Kani Enön, a former police officer who was fired by an emergency decree as part of Turkey’s post-coup purge of state institutions, died last week while working at a quarry in Turkey’s northeastern province of Gümüşhane, the Kronos news website reported on Wednesday.
Following the failed coup, the Turkish government declared a state of emergency and carried out a massive purge of state institutions under the pretext of an anti-coup fight.
More than 130,000 public servants, including 4,156 judges and prosecutors, as well as 29,444 members of the armed forces were summarily removed from their jobs for alleged membership in or relationships with “terrorist organizations” by emergency decree-laws subject to neither judicial nor parliamentary scrutiny.
According to Turkish media reports, Enön, 32, died on Sept. 20 when part of construction equipment he was repairing fell on him at a quarry belonging to Karatoprak Mining in Gümüşhane.
Enön’s lawyer, Mesut Can Tarım, on Wednesday commented on the incident in a series of tweets, saying that Interior Minister Süleyman Soylu and Turkey’s Security Directorate General, which is affiliated with the ministry, failed to reinstate Enön to his police job although an administrative court ordered them to do so.
Emniyet Personeli Müvekkilim Kani Enön Ceza Yargılamasında beraat etmiş Ancak; 375 Sayılı KHK ile iltisak/irtibat gerekçeleri ihraç edilmişti. İdare Mahkemesi kendisi hakkında göreve iade kararı vermesine rağmen Süleyman Soylu ve bağlı teşkilatı göreve başlatmadı. Ailesinin + https://t.co/WwZGsySh7q
— Av. Mesut Can TARIM (@mcthukuk) September 28, 2022
“He died while working at a quarry to provide for his family. His little baby is left without a father,” Tarım said, accusing Soylu and others who unlawfully refused to implement the court decision to reinstate Enön of responsibility for his death.
“They openly don’t implement court orders and get no punishment for it. The [institution of the] state has never been so trampled on,” the lawyer added.
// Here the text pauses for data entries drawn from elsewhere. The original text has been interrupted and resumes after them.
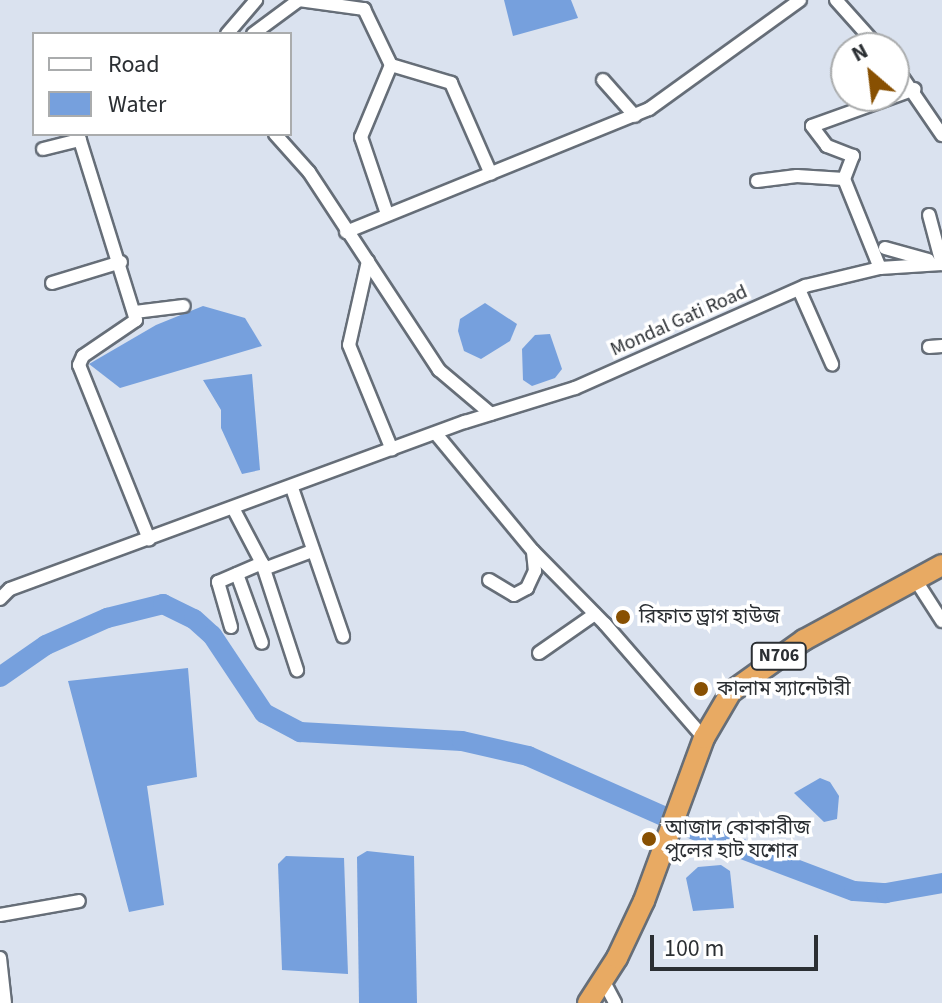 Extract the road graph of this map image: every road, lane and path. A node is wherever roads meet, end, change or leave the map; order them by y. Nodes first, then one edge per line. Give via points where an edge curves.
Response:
1 (256, 0) edge
2 (800, 0) edge
3 (836, 0) edge
4 (367, 4) edge
5 (229, 32) edge
6 (256, 32) edge
7 (865, 32) edge
8 (391, 65) junction
9 (603, 80) dead end
10 (910, 83) edge
11 (915, 89) junction
12 (635, 116) junction
13 (942, 135) edge
14 (277, 136) edge
15 (79, 137) edge
16 (43, 149) dead end
17 (491, 174) junction
18 (844, 179) junction
19 (757, 181) dead end
20 (387, 214) junction
21 (929, 215) dead end
22 (346, 232) junction
23 (368, 261) junction
24 (121, 262) junction
25 (942, 264) edge
26 (880, 268) junction
27 (52, 283) dead end
28 (801, 294) dead end
29 (184, 306) dead end
30 (135, 312) junction
31 (832, 364) dead end
32 (491, 414) junction
33 (437, 435) junction
34 (392, 450) junction
35 (292, 488) junction
36 (233, 508) junction
37 (149, 539) junction
38 (312, 551) junction
39 (533, 551) junction
40 (942, 565) edge
41 (263, 566) junction
42 (237, 574) junction
43 (915, 579) junction
44 (489, 580) dead end
45 (0, 599) edge
46 (595, 614) junction
47 (942, 621) edge
48 (231, 627) dead end
49 (343, 636) dead end
50 (262, 643) dead end
51 (539, 653) dead end
52 (297, 670) dead end
53 (704, 738) junction
54 (79, 901) dead end
55 (0, 915) edge
56 (0, 958) edge
57 (603, 980) junction
58 (5, 1003) edge
59 (588, 1003) edge
60 (615, 1003) edge

1 - 5 street
2 - 12 street
3 - 7 street
4 - 6 street via 299,0
4 - 8 street
8 - 17 street via 451,83
8 - 20 street via 361,137
9 - 12 street
10 - 11 street
11 - 13 street
11 - 18 street via 812,126 827,146 853,156
12 - 17 street
14 - 22 street via 309,172
15 - 16 street
15 - 24 street
17 - 20 street
18 - 19 street via 797,176
18 - 26 street
20 - 22 street
21 - 25 street
22 - 23 street
23 - 32 street via 439,370
23 - 34 street via 349,345
24 - 27 street
24 - 30 street
25 - 26 street, Mondal Gati Road
25 - 26 street via 886,243
26 - 32 street, Mondal Gati Road via 805,286 601,378
28 - 31 street
29 - 30 street
30 - 37 street via 136,320 83,356 79,365
32 - 33 street, Mondal Gati Road
33 - 34 street, Mondal Gati Road
33 - 39 street
34 - 35 street, Mondal Gati Road
35 - 36 street, Mondal Gati Road
35 - 38 street
36 - 37 street, Mondal Gati Road
36 - 41 street
37 - 45 street, Mondal Gati Road via 10,589
38 - 41 street
38 - 49 street
39 - 44 street via 535,571 527,588 514,595
39 - 46 street
40 - 43 highway, N706
41 - 42 street
41 - 52 street
42 - 48 street via 218,582
42 - 50 street
43 - 47 street
43 - 53 highway, N706 via 743,681
46 - 51 street
46 - 53 street
53 - 57 highway, N706 via 667,843
54 - 55 street
56 - 58 street
57 - 59 highway, N706
57 - 60 street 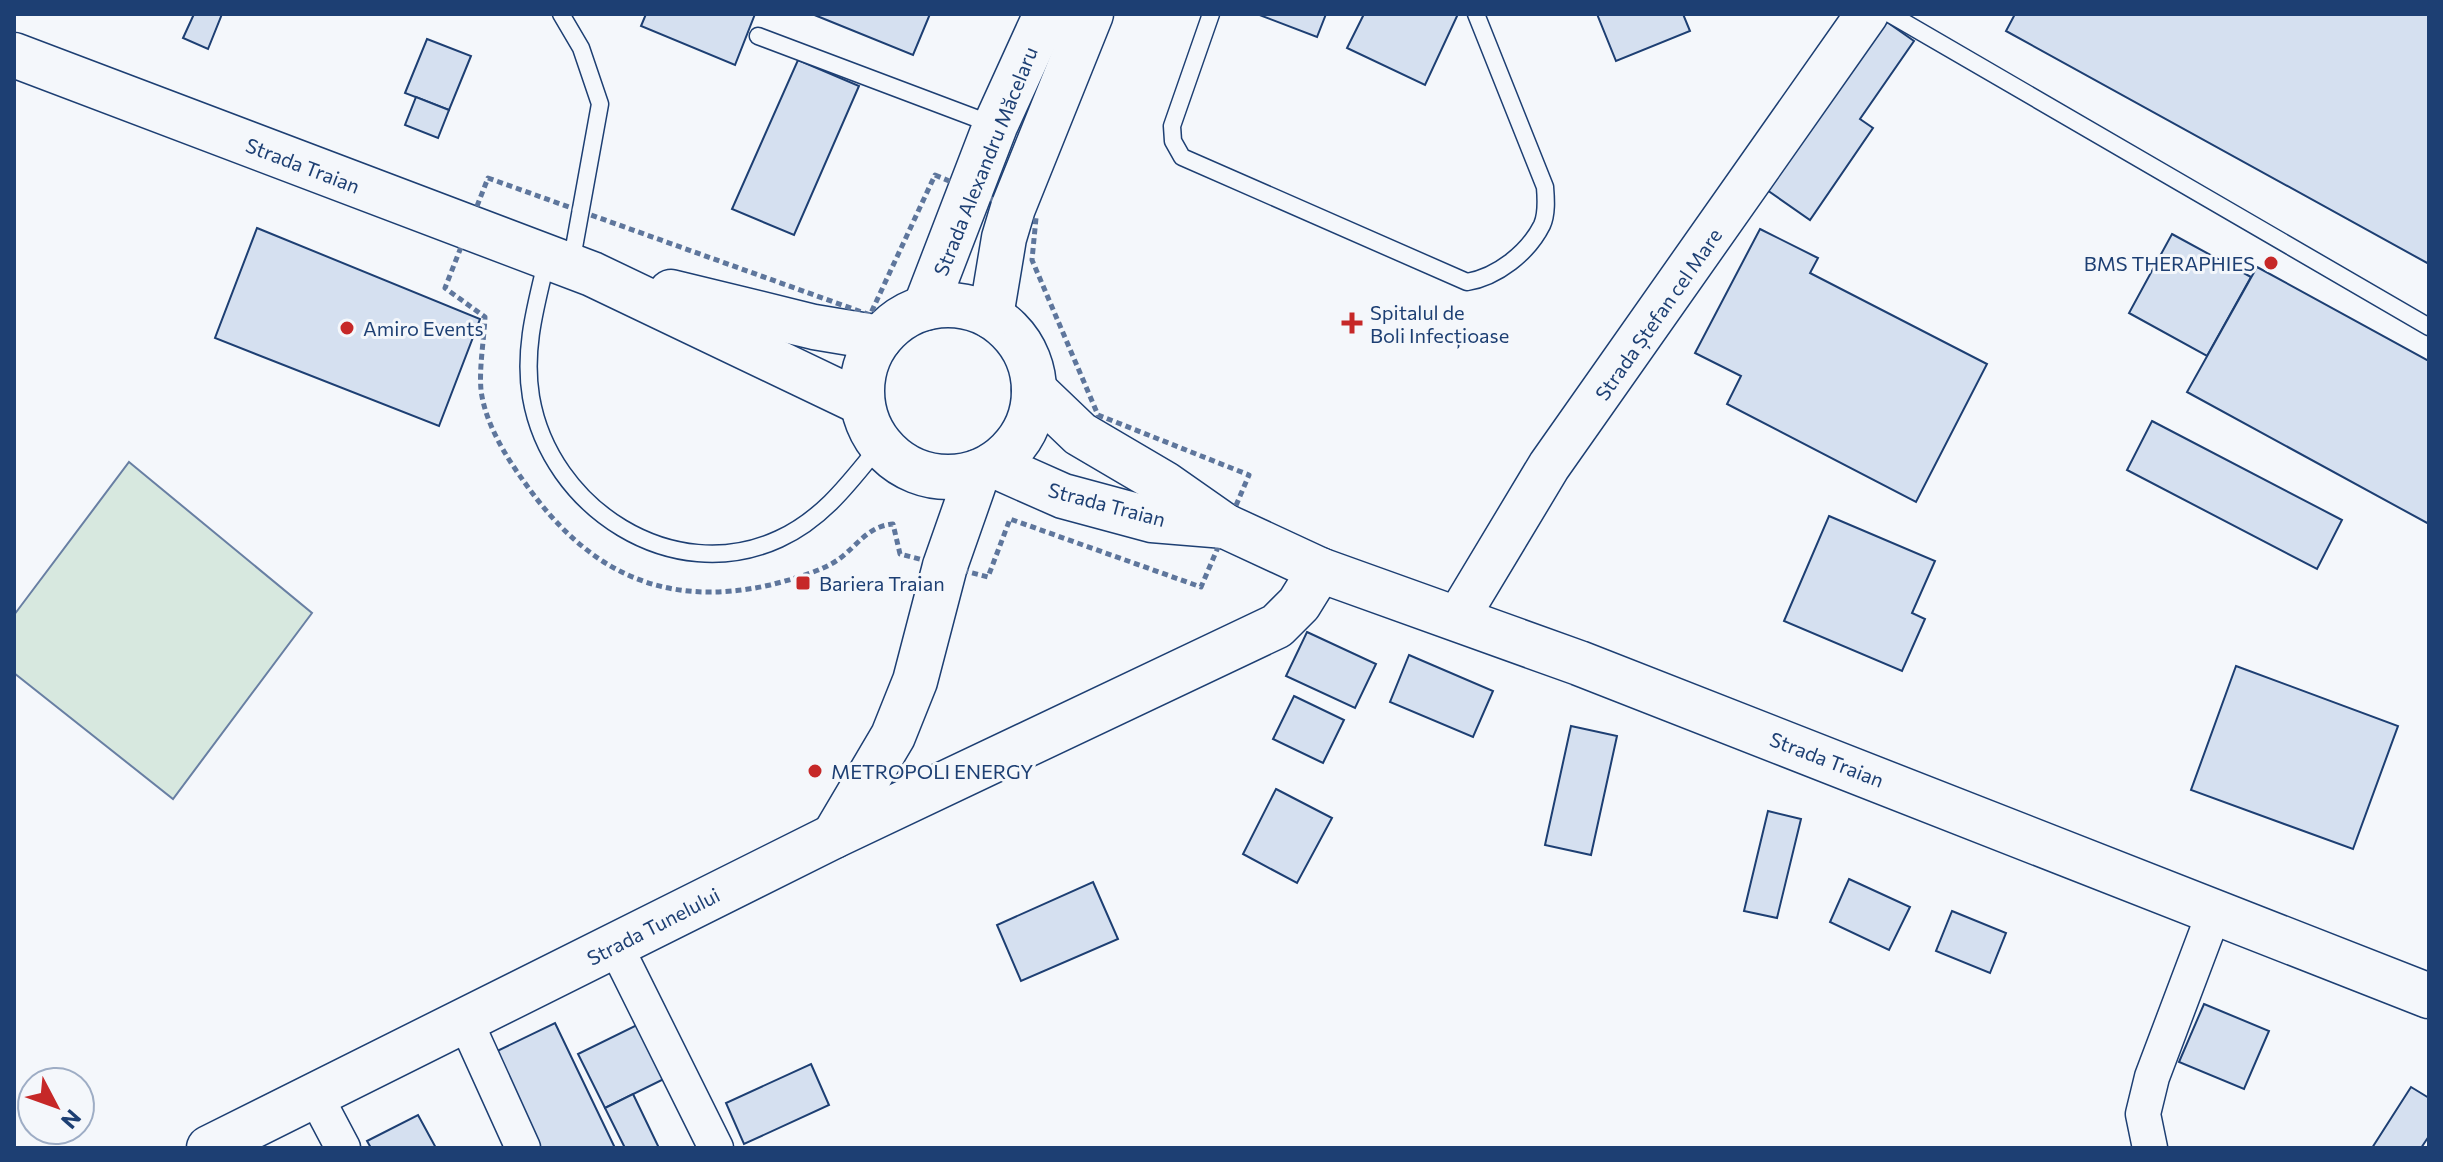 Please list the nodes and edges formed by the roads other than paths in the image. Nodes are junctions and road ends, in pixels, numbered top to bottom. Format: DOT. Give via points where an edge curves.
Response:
graph roads {
  1 [pos="561,14"];
  2 [pos="1046,14"];
  3 [pos="1091,14"];
  4 [pos="1211,14"];
  5 [pos="1476,14"];
  6 [pos="1867,14"];
  7 [pos="1890,14"];
  8 [pos="758,36"];
  9 [pos="14,55"];
  10 [pos="995,126"];
  11 [pos="570,266"];
  12 [pos="925,308"];
  13 [pos="991,316"];
  14 [pos="2429,327"];
  15 [pos="880,338"];
  16 [pos="1034,390"];
  17 [pos="862,403"];
  18 [pos="895,457"];
  19 [pos="986,468"];
  20 [pos="1225,526"];
  21 [pos="945,566"];
  22 [pos="1320,570"];
  23 [pos="1457,619"];
  24 [pos="834,836"];
  25 [pos="2215,910"];
  26 [pos="615,945"];
  27 [pos="2429,996"];
  28 [pos="465,1020"];
  29 [pos="315,1095"];
  30 [pos="227,1144"];
  31 [pos="343,1148"];
  32 [pos="523,1148"];
  33 [pos="716,1148"];
  34 [pos="2150,1148"];
  1 -- 11 [label="lane" via="581,48 600,104"];
  2 -- 10 [label="main road, Strada Alexandru Măcelaru"];
  3 -- 13 [label="main road" via="1013,208"];
  4 -- 5 [label="lane" via="1172,126 1182,157 1467,282 1486,279 1508,264 1541,225 1546,207 1545,187"];
  6 -- 23 [label="street, Strada Ștefan cel Mare" via="1549,466"];
  7 -- 14 [label="lane"];
  8 -- 10 [label="lane"];
  9 -- 11 [label="main road, Strada Traian"];
  10 -- 12 [label="main road, Strada Alexandru Măcelaru"];
  11 -- 15 [label="main road, Strada Traian" via="814,327"];
  11 -- 17 [label="main road, Strada Traian"];
  11 -- 18 [label="lane" via="528,339 531,397 562,471 616,524 652,545 695,556 737,551 777,540 813,520"];
  12 -- 13 [label="main road" via="970,307"];
  12 -- 15 [label="main road" via="900,319"];
  13 -- 16 [label="main road" via="1023,347"];
  15 -- 17 [label="main road" via="868,358"];
  16 -- 19 [label="main road" via="1030,419 1016,445"];
  16 -- 20 [label="main road, Strada Traian" via="1080,434"];
  17 -- 18 [label="main road"];
  18 -- 19 [label="main road" via="944,477"];
  18 -- 21 [label="main road" via="930,510"];
  19 -- 20 [label="main road, Strada Traian" via="1152,520"];
  19 -- 21 [label="main road"];
  20 -- 22 [label="main road, Strada Traian"];
  21 -- 24 [label="main road" via="915,681 893,736"];
  22 -- 23 [label="main road, Strada Traian"];
  22 -- 24 [label="main road, Strada Tunelului" via="1299,604 1277,626"];
  23 -- 25 [label="main road, Strada Traian"];
  24 -- 26 [label="main road, Strada Tunelului"];
  25 -- 27 [label="main road, Strada Traian"];
  25 -- 34 [label="street" via="2152,1077 2143,1114"];
  26 -- 28 [label="main road, Strada Tunelului"];
  26 -- 33 [label="street"];
  28 -- 29 [label="main road, Strada Tunelului"];
  28 -- 32 [label="street"];
  29 -- 30 [label="main road, Strada Tunelului"];
  29 -- 31 [label="street"];
}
Turkey’s former public servants were not only fired from their jobs after the attempted coup in 2016; they were also prohibited from working again in the public sector and getting a passport. The government also made it difficult for them to work formally in the private sector. Notes were put on the social security database about dismissed public servants to deter potential employers.
According to a joint report by the Justice for Victims Platform and Ömer Faruk Gergerlioğlu, an MP from the pro-Kurdish Peoples’ Democratic Party (HDP) and a prominent defender of human rights, the two-year-long state of emergency declared after the failed putsch caused immense suffering among public servants who were dismissed from their jobs by the government as well as their families.
The biggest problem they have been facing is economic hardship (97.9 percent) followed by psychological problems (88.6 percent), loss of social prestige and social exclusion (83.7 percent), the disintegration of social circles (83.1 percent), unemployment/lack of employment (80.4 percent) and lack of social security (73.2 percent).